As an artist who had already reinvented himself several times over the years, Bob Dylan’s 1997 rebirth turned out to be not only his greatest comeback but also the greatest third act in rock ‘n’ roll history.

Partly inspired by his own mortality, partly inspired by his own mythology and partly inspired by whatever goes on inside Bob Dylan’s head, Time Out of Mind is a milestone in a career that’s had plenty of them over the past five decades. But it’s not like the then-56-year-old singer-songwriter was at a total career standstill at that point.

After stumbling through most of the ‘80s with one mediocre record after another, Dylan teamed up with producer Daniel Lanois on 1989’s Oh Mercy, his best album in at least a decade. He followed it up with the next year’s Under the Red Sky, a peculiar, but not altogether unpleasant detour, and a pair of albums – Good As I Been to You and World Gone Wrong – made up of traditional songs arranged by Dylan.

He also launched his Never Ending Tour around this time, which sparked his live performances and in turn inspired him in the studio. At the start of 1997, he got back together with Lanois, and with some studio vets they worked their way through more than a dozen songs, 11 of which ended up on Time Out of Mind (outtakes are on The Bootleg Series Vol. 8 – Tell Tale Signs: Rare and Unreleased 1989–2006).

Before the album’s release, Dylan ended up in the hospital with a serious heart condition. When Time Out of Mind finally came out on Sept. 30, 1997, the album’s centerpiece, "Not Dark Yet," as well as a few other tracks, suddenly seemed like an old master’s musings on his near-death experience, even though the songs were written and recorded before he got sick.

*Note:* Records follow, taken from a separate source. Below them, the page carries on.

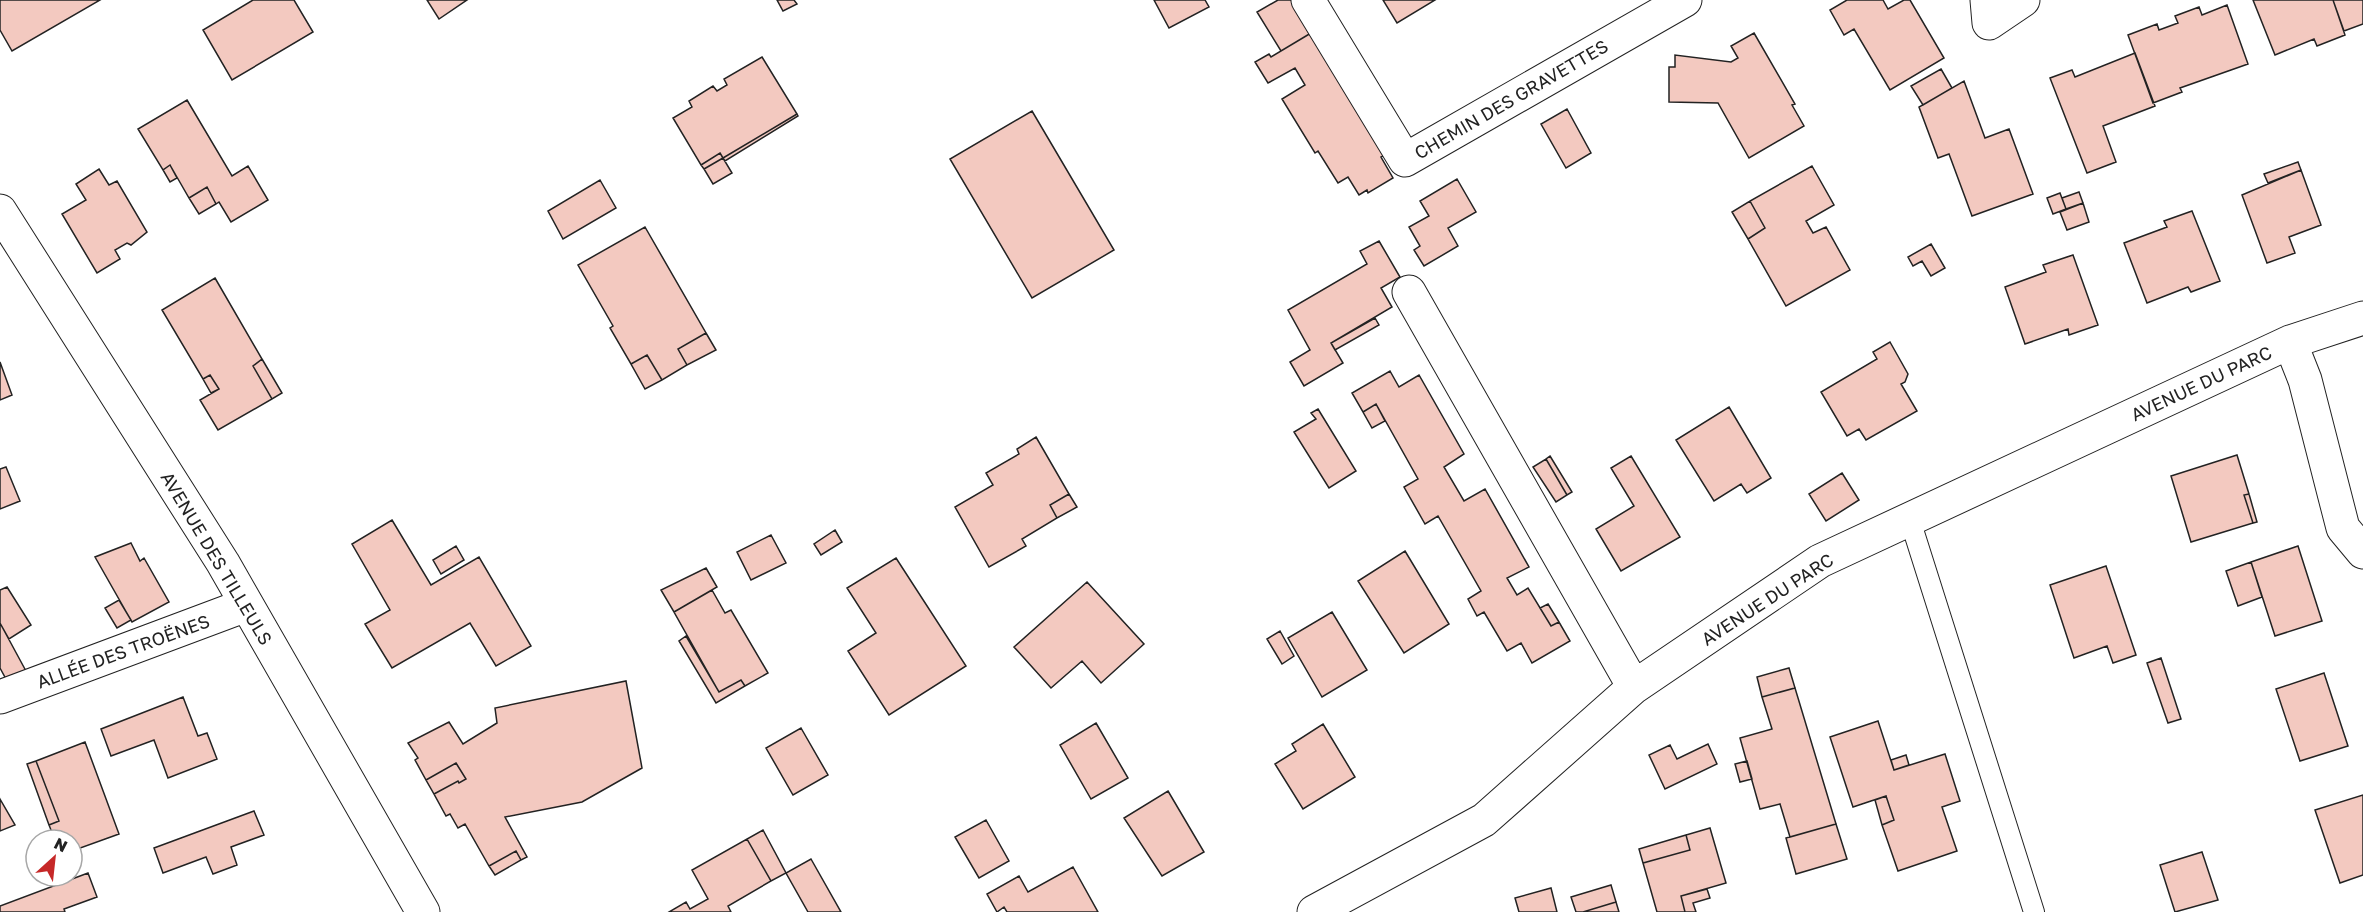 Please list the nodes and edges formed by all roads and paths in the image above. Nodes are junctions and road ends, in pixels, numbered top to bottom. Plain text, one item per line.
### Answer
1 (1308, 0) edge
2 (1685, 0) edge
3 (1987, 0) edge
4 (2023, 0) edge
5 (0, 211) edge
6 (1410, 292) dead end
7 (2363, 318) edge
8 (2290, 342) junction
9 (1910, 520) junction
10 (2363, 552) edge
11 (246, 605) junction
12 (1634, 687) junction
13 (0, 697) edge
14 (423, 912) edge
15 (1314, 912) edge
16 (2034, 912) edge

1 - 2 street, CHEMIN DES GRAVETTES
3 - 4 street
5 - 11 street, AVENUE DES TILLEULS
6 - 12 street
7 - 8 street, AVENUE DU PARC
8 - 9 street, AVENUE DU PARC
8 - 10 street
9 - 12 street, AVENUE DU PARC
9 - 16 lane
11 - 13 street, ALLÉE DES TROËNES
11 - 14 street, AVENUE DES TILLEULS
12 - 15 street, AVENUE DU PARC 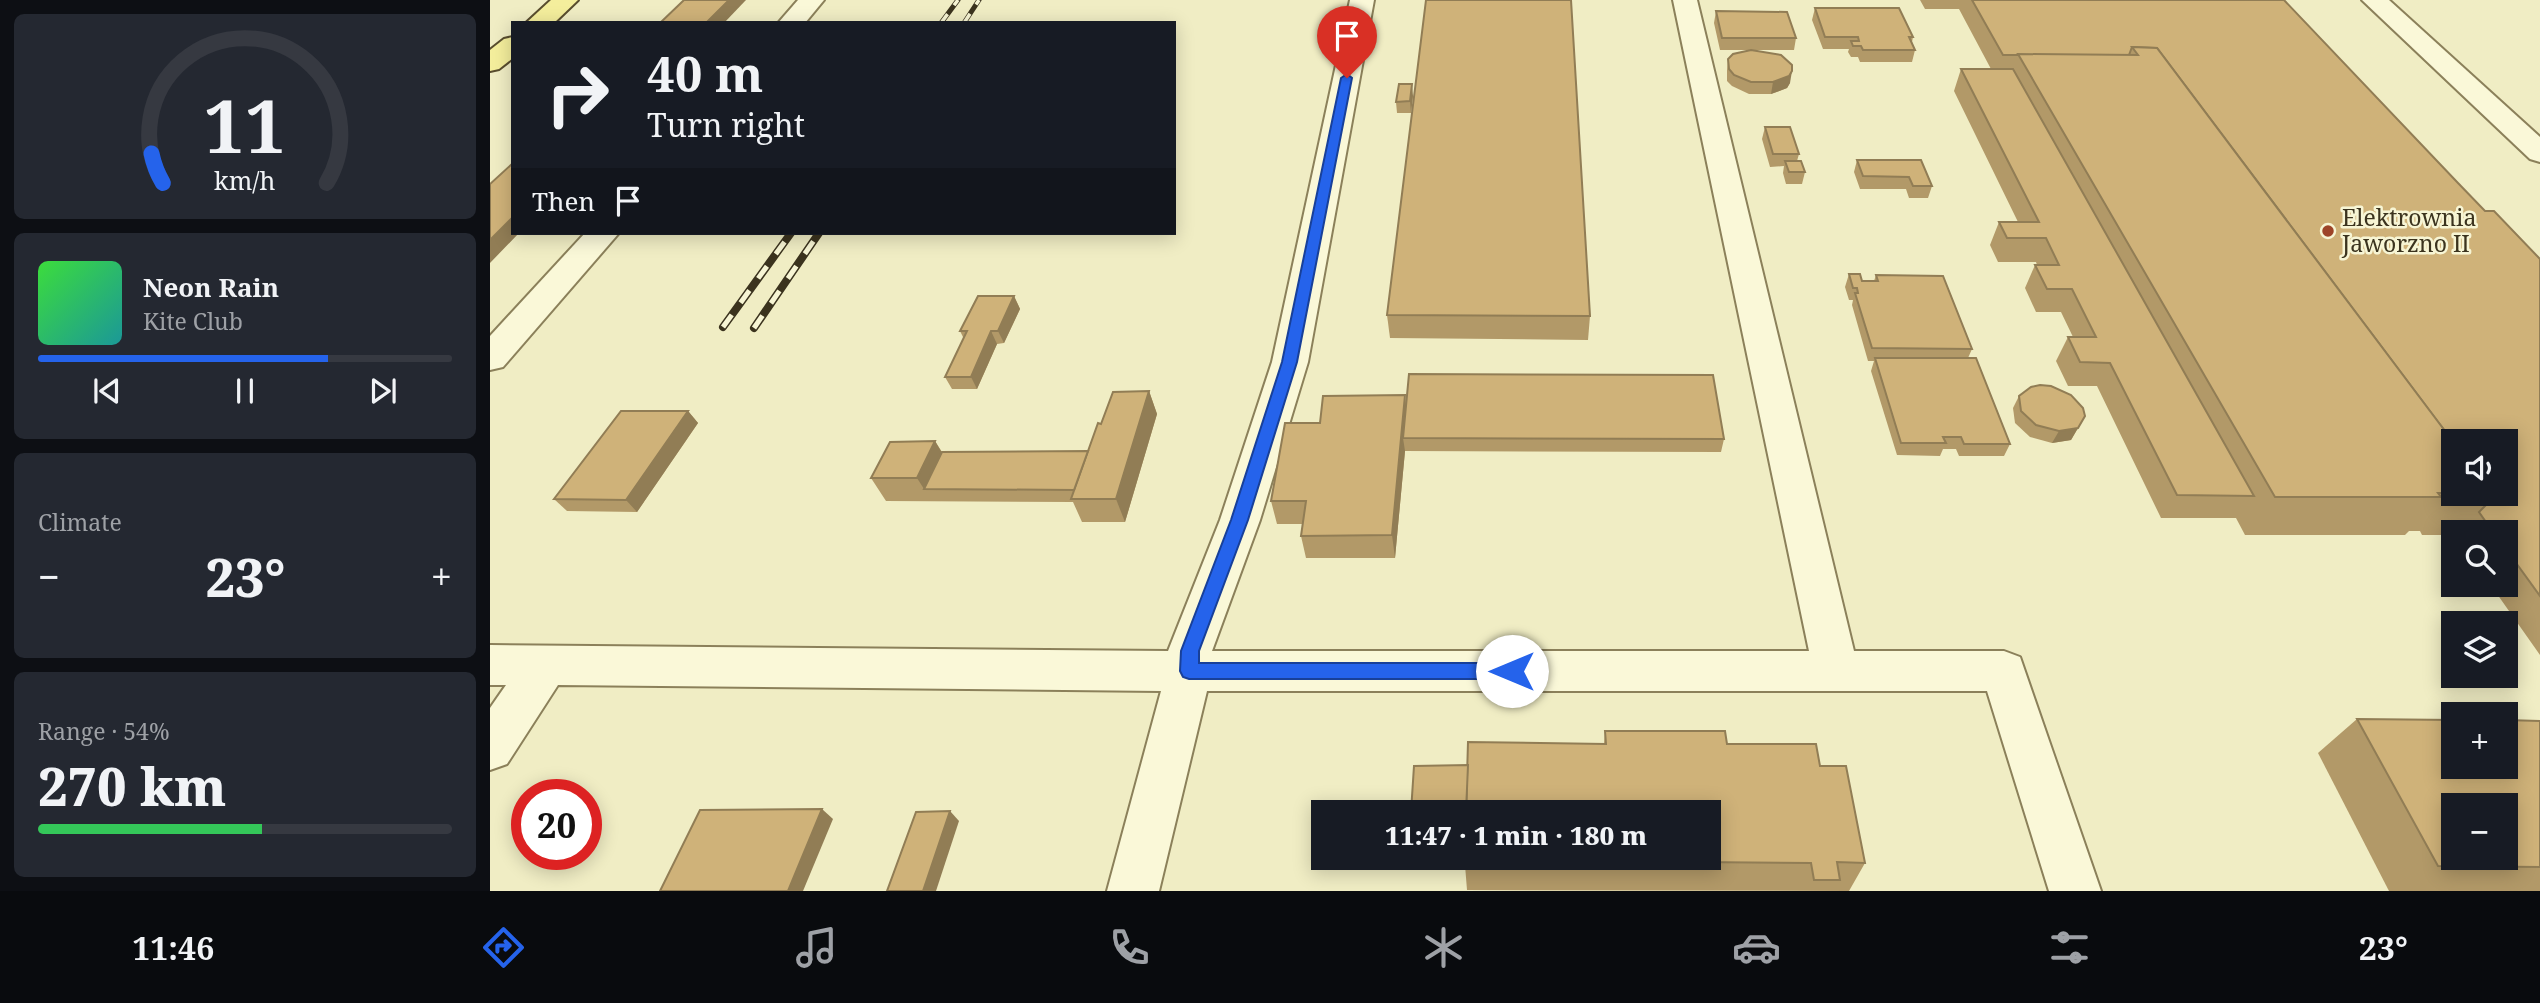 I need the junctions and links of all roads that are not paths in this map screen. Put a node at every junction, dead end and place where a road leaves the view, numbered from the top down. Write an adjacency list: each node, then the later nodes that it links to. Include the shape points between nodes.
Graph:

Whatever the case, Time Out of Mind was Dylan’s best album in decades. It was immediately praised by both critics and fans, reached the Top 10 and won a Grammy for Album of the Year. From the opening "Love Sick" (which bears Lanois’ atmospheric production) to "Cold Irons Bound" (Dylan’s toughest song in years) to the 16-minute closer "Highlands" (a stream-of-consciousness romp that name-drops Neil Young),

Time Out of Mind was the work of an artist who still sounded like he had something to prove to the growing list of cynics. The album’s legacy carries on to this day. It spurred a creative renaissance in Dylan that’s yielded solid, if occasionally overpraised, works like Love and Theft, Modern Times and Tempest. These past years have been Dylan’s most fertile period since his mid-‘60s peak, a streak no other comeback artist has been able to sustain. Plus, Time Out of Mind gave us another one of his ever-changing vocal quirks. This one was informed as much by the dark, despairing music as it was by age. In a way, Dylan's raspy, worn-out voice is the near-perfect symbol for his near-perfect album.